How to Make Sour Milk
Ever gone through your grandparents’ recipe boxes or books and be stumped with ingredients? For me, this happens way too often. Recipes calling for sour milk fit into that category. It is likely that recipes that use sour milk today were originally conceived in order to help use up ingredients that may not have otherwise been usable. Drinking sour milk? No thank you! Milk is very different today than it was when many of these recipes were written. Pasteurization changes the way that milk ages. If raw milk is available to you, allowing it to go sour will create a whole new ingredient to use in cooking. Buttermilk is also a safe alternative. You can still opt to use naturally sour pasteurized milk in baking today, but once your milk starts to separate, it is too late.
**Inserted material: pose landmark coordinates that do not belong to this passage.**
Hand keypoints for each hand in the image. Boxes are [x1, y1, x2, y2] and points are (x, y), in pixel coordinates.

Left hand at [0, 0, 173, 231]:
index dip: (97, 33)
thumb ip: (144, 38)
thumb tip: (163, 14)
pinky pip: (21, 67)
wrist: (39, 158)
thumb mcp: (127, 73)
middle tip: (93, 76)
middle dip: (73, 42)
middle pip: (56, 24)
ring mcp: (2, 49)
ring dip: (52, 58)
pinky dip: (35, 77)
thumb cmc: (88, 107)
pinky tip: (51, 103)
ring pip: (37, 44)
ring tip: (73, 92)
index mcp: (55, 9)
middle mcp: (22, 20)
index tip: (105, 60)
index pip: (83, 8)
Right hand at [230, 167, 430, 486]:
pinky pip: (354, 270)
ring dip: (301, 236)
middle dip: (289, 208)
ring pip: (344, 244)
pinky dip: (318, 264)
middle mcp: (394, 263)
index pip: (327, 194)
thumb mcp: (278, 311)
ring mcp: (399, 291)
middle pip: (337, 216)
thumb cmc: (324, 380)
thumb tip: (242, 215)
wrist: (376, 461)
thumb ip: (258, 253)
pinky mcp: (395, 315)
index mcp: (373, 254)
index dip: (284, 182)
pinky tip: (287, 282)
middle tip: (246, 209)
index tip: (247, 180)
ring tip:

Many of us do not have old milk sitting around for those random times we want to use it. Thankfully, it is easy to make. Sour milk has a higher acidity than fresh milk. It changes the way the ingredients interact to provide the correct rise.
Sour milk only takes about 5 minutes to make. For 1 cup of milk, put 1 T vinegar or lemon juice in the bottom of the measuring cup. Fill the cup up to the 1 cup line with milk. Wait for about 5 minutes.
Usually when I do this the milk looks as though it has started to separate a little. I hope this helps in your baking adventures!